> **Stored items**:
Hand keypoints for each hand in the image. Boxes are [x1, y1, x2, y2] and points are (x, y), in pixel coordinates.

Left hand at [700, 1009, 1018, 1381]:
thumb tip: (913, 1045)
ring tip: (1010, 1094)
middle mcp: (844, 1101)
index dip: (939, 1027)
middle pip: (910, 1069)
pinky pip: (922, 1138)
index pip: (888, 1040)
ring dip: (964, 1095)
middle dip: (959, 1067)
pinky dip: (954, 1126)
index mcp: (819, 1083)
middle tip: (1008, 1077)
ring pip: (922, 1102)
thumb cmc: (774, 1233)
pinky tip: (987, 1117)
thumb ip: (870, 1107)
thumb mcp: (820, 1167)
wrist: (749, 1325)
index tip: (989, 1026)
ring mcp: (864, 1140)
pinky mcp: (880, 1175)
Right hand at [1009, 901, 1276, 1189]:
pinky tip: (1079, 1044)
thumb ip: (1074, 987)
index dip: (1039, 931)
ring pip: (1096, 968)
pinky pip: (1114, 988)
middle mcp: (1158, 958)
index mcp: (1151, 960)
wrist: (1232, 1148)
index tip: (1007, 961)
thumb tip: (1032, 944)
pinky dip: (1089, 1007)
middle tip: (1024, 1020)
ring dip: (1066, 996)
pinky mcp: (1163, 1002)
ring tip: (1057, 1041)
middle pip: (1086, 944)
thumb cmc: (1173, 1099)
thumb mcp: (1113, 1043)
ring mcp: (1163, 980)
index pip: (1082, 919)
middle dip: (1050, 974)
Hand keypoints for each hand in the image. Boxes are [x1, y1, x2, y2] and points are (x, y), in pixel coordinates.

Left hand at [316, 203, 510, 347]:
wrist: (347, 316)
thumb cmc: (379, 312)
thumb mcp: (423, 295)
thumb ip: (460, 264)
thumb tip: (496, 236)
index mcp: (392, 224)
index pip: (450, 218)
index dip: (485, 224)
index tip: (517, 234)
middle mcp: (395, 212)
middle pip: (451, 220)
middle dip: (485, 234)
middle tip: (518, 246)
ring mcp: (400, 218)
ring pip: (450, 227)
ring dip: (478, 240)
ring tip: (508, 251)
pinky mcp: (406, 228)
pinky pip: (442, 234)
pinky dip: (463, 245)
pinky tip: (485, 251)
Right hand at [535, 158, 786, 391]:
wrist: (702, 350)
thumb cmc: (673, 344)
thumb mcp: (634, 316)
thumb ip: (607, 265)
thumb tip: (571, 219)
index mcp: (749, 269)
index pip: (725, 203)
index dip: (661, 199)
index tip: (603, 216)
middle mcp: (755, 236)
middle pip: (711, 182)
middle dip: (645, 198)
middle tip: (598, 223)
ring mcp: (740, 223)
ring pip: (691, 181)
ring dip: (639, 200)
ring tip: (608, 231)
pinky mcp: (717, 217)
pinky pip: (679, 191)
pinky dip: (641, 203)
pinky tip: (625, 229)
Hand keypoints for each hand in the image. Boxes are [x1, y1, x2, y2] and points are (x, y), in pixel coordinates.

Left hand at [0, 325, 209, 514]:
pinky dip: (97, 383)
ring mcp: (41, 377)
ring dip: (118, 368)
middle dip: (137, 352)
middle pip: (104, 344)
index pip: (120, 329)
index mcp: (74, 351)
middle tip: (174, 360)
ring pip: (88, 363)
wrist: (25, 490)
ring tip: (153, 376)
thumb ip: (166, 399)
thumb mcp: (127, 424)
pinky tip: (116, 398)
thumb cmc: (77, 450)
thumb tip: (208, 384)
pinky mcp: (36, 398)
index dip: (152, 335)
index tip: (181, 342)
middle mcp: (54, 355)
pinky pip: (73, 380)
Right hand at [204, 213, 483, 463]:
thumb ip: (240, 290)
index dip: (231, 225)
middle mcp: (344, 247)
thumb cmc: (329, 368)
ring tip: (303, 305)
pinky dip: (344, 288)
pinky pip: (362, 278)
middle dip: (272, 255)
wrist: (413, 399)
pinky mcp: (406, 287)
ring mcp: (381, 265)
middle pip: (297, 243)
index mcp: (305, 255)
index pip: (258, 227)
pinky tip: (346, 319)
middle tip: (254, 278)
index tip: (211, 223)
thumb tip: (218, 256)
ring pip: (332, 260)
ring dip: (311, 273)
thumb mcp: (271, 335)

> **Work to complete**: What you should produce is an exact copy of the records above.

> **Exercise solution**:
Hand keypoints for each hand in the image. Boxes are [x1, y1, x2, y2] and points are (x, y), in pixel coordinates.

Left hand at [700, 1009, 1018, 1381]:
thumb tip: (913, 1045)
ring tip: (1010, 1094)
middle mcp: (844, 1101)
index dip: (939, 1027)
middle pip: (910, 1069)
pinky pip: (922, 1138)
index pip: (888, 1040)
ring dip: (964, 1095)
middle dip: (959, 1067)
pinky dip: (954, 1126)
index mcp: (819, 1083)
middle tip: (1008, 1077)
ring pip: (922, 1102)
thumb cmc: (774, 1233)
pinky tip: (987, 1117)
thumb ip: (870, 1107)
thumb mcp: (820, 1167)
wrist: (749, 1325)
index tip: (989, 1026)
ring mcp: (864, 1140)
pinky mcp: (880, 1175)
Right hand at [1009, 901, 1276, 1189]:
pinky tip: (1079, 1044)
thumb ip: (1074, 987)
index dip: (1039, 931)
ring pip: (1096, 968)
pinky pip: (1114, 988)
middle mcp: (1158, 958)
index mcp: (1151, 960)
wrist: (1232, 1148)
index tip: (1007, 961)
thumb tip: (1032, 944)
pinky dip: (1089, 1007)
middle tip: (1024, 1020)
ring dip: (1066, 996)
pinky mcp: (1163, 1002)
ring tip: (1057, 1041)
middle pip: (1086, 944)
thumb cmc: (1173, 1099)
thumb mcp: (1113, 1043)
ring mcp: (1163, 980)
index pip: (1082, 919)
middle dip: (1050, 974)
Hand keypoints for each hand in the image. Boxes are [x1, y1, x2, y2] and points are (x, y), in pixel coordinates.

Left hand at [316, 203, 510, 347]:
wrist: (347, 316)
thumb cmc: (379, 312)
thumb mcp: (423, 295)
thumb ip: (460, 264)
thumb tip: (496, 236)
index mcp: (392, 224)
index pip: (450, 218)
index dip: (485, 224)
index tip: (517, 234)
middle mcp: (395, 212)
middle pip: (451, 220)
middle dip: (485, 234)
middle tip: (518, 246)
ring mcp: (400, 218)
ring pip: (450, 227)
ring dip: (478, 240)
ring tip: (508, 251)
pinky mcp: (406, 228)
pinky pip: (442, 234)
pinky dip: (463, 245)
pinky tip: (485, 251)
Right hand at [535, 158, 786, 391]:
wrist: (702, 350)
thumb cmc: (673, 344)
thumb mcp: (634, 316)
thumb ip: (607, 265)
thumb tip: (571, 219)
index mcp: (749, 269)
index pip: (725, 203)
index dip: (661, 199)
index tip: (603, 216)
middle mcp: (755, 236)
middle pip: (711, 182)
middle dip: (645, 198)
middle tip: (598, 223)
ring mcp: (740, 223)
ring pip: (691, 181)
ring dip: (639, 200)
ring tip: (608, 231)
pinky mcp: (717, 217)
pinky pip: (679, 191)
pinky dip: (641, 203)
pinky tip: (625, 229)
Hand keypoints for each hand in the image. Boxes are [x1, y1, x2, y2] and points are (x, y), in pixel coordinates.

Left hand at [0, 325, 209, 514]:
pinky dip: (97, 383)
ring mcp: (41, 377)
ring dip: (118, 368)
middle dip: (137, 352)
middle pip: (104, 344)
index pip: (120, 329)
index mcp: (74, 351)
middle tip: (174, 360)
ring pip: (88, 363)
wrist: (25, 490)
ring tip: (153, 376)
thumb ip: (166, 399)
thumb mcp: (127, 424)
pinky tip: (116, 398)
thumb cmc: (77, 450)
thumb tip: (208, 384)
pinky mcp: (36, 398)
index dip: (152, 335)
index tip: (181, 342)
middle mcp: (54, 355)
pinky pip: (73, 380)
Right hand at [204, 213, 483, 463]:
thumb ip: (240, 290)
index dip: (231, 225)
middle mcp: (344, 247)
thumb cmc: (329, 368)
ring tip: (303, 305)
pinky dip: (344, 288)
pinky pip: (362, 278)
middle dip: (272, 255)
wrist: (413, 399)
pinky mcp: (406, 287)
ring mcp: (381, 265)
middle pip: (297, 243)
index mcp: (305, 255)
index pip: (258, 227)
pinky tip: (346, 319)
middle tip: (254, 278)
index tip: (211, 223)
thumb tip: (218, 256)
ring pip: (332, 260)
ring dip: (311, 273)
thumb mcp: (271, 335)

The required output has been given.